__YOUR INSTRUCTIONS__
Retype all of the listing exactly, with no pictures.

__DATA TO EXAMINE__

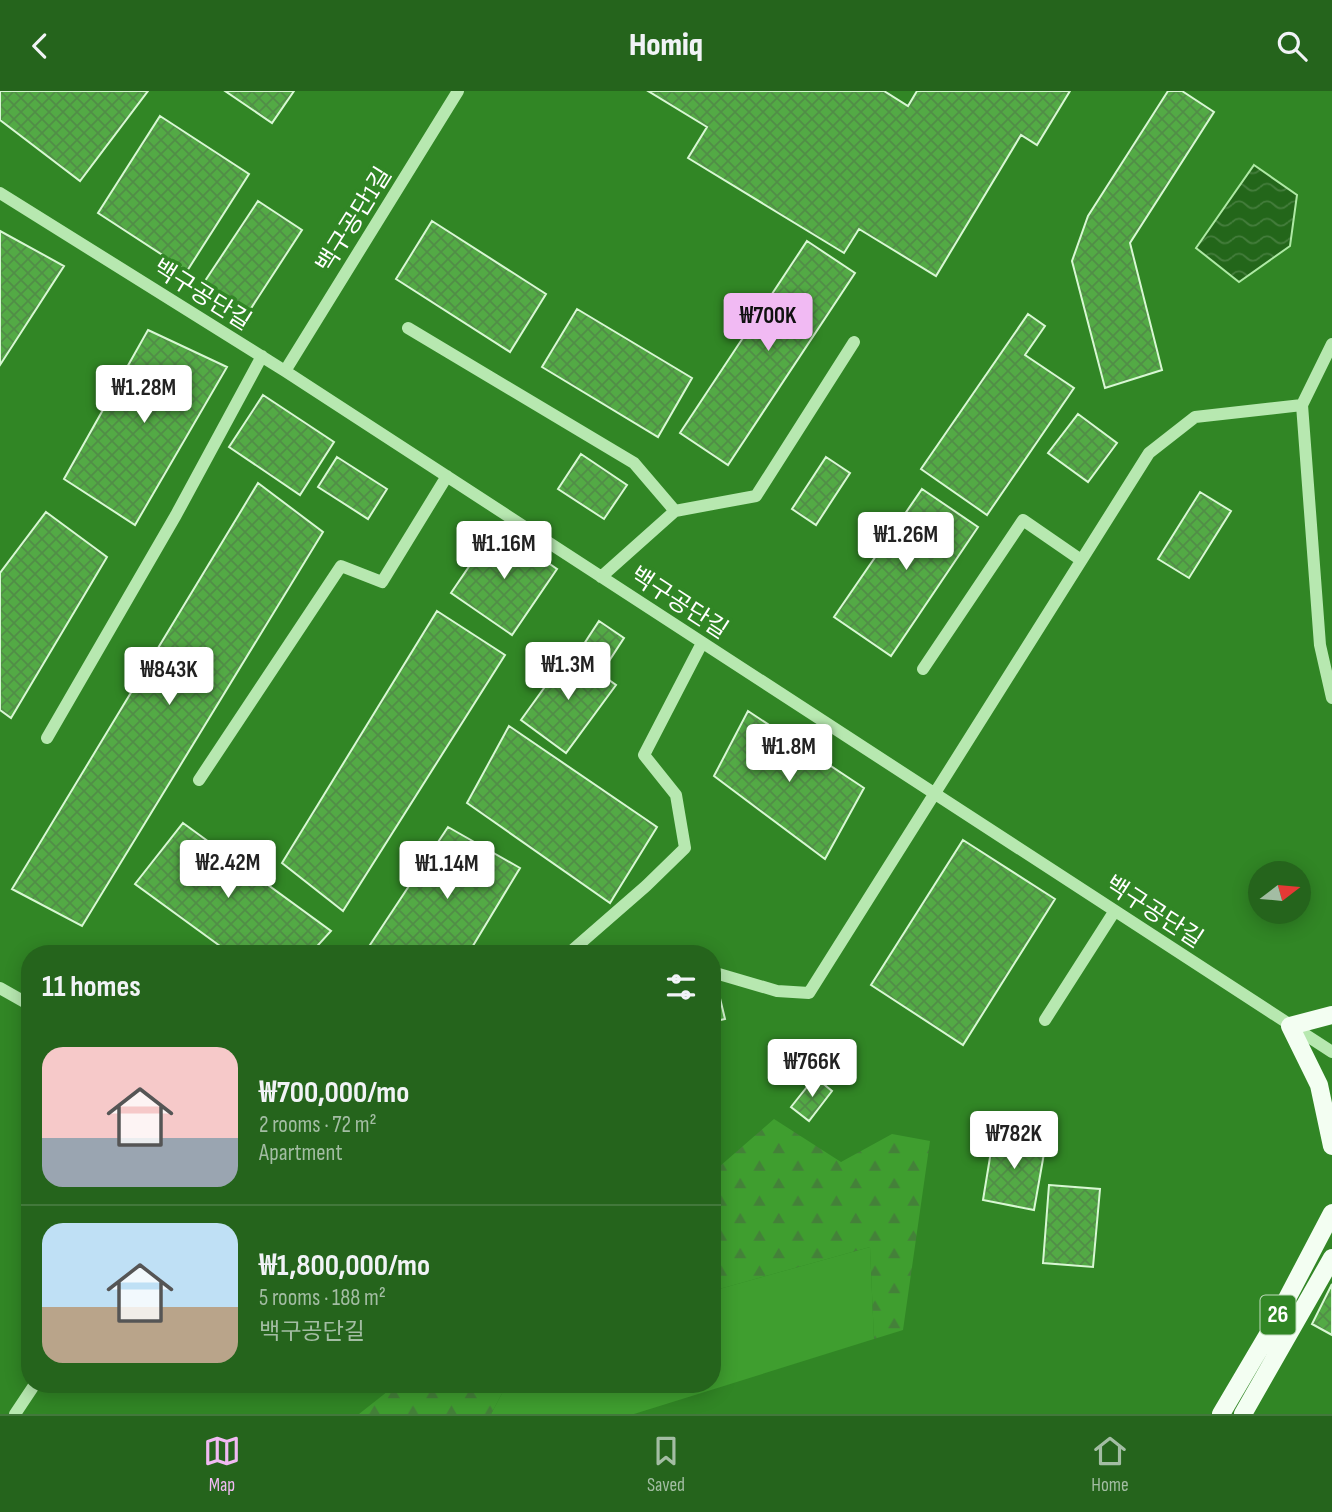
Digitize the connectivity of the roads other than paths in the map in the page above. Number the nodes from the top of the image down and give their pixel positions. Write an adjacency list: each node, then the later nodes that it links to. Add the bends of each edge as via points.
1 (458, 91): 7 (street, 백구공단1길)
2 (0, 193): 6 (street, 백구공단길)
3 (408, 328): 10 (street, via 634,463)
4 (854, 342): 10 (street, via 755,496)
5 (1332, 344): 8 (street)
6 (262, 356): 7 (street, 백구공단길); 16 (street)
7 (285, 371): 9 (street, 백구공단길)
8 (1301, 405): 11 (street, via 1195,417 1149,453); 15 (street, via 1320,645)
9 (447, 476): 12 (street, 백구공단길); 17 (street, via 382,582 341,566)
10 (675, 511): 12 (street)
11 (1082, 560): 14 (street, via 1023,520); 18 (street)
12 (601, 577): 13 (street, 백구공단길)
13 (702, 643): 18 (street, 백구공단길); 20 (street, via 644,755 676,795 685,848)
14 (923, 669)
15 (1332, 698)
16 (47, 738)
17 (200, 780)
18 (934, 794): 19 (street, 백구공단길); 21 (street, via 810,993 777,991)
19 (1114, 912): 25 (street); 26 (street, 백구공단길)
20 (578, 945)
21 (721, 975)
22 (0, 988): 23 (street)
23 (21, 1000)
24 (1332, 1015): 26 (main road)
25 (1045, 1020)
26 (1290, 1026): 27 (street, 백구공단길); 28 (main road, via 1319,1085)
27 (1332, 1052)
28 (1332, 1146)
29 (1332, 1213): 33 (main road, 26)
30 (1332, 1258): 34 (main road, 26)
31 (28, 1393): 32 (street)
32 (15, 1414)
33 (1221, 1414)
34 (1243, 1414)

__RESPONSE TO THE TASK__
Digitize the connectivity of the roads other than paths in the map in the page above. Number the nodes from the top of the image down and give their pixel positions. Write an adjacency list: each node, then the later nodes that it links to. Add the bends of each edge as via points.
1 (458, 91): 7 (street, 백구공단1길)
2 (0, 193): 6 (street, 백구공단길)
3 (408, 328): 10 (street, via 634,463)
4 (854, 342): 10 (street, via 755,496)
5 (1332, 344): 8 (street)
6 (262, 356): 7 (street, 백구공단길); 16 (street)
7 (285, 371): 9 (street, 백구공단길)
8 (1301, 405): 11 (street, via 1195,417 1149,453); 15 (street, via 1320,645)
9 (447, 476): 12 (street, 백구공단길); 17 (street, via 382,582 341,566)
10 (675, 511): 12 (street)
11 (1082, 560): 14 (street, via 1023,520); 18 (street)
12 (601, 577): 13 (street, 백구공단길)
13 (702, 643): 18 (street, 백구공단길); 20 (street, via 644,755 676,795 685,848)
14 (923, 669)
15 (1332, 698)
16 (47, 738)
17 (200, 780)
18 (934, 794): 19 (street, 백구공단길); 21 (street, via 810,993 777,991)
19 (1114, 912): 25 (street); 26 (street, 백구공단길)
20 (578, 945)
21 (721, 975)
22 (0, 988): 23 (street)
23 (21, 1000)
24 (1332, 1015): 26 (main road)
25 (1045, 1020)
26 (1290, 1026): 27 (street, 백구공단길); 28 (main road, via 1319,1085)
27 (1332, 1052)
28 (1332, 1146)
29 (1332, 1213): 33 (main road, 26)
30 (1332, 1258): 34 (main road, 26)
31 (28, 1393): 32 (street)
32 (15, 1414)
33 (1221, 1414)
34 (1243, 1414)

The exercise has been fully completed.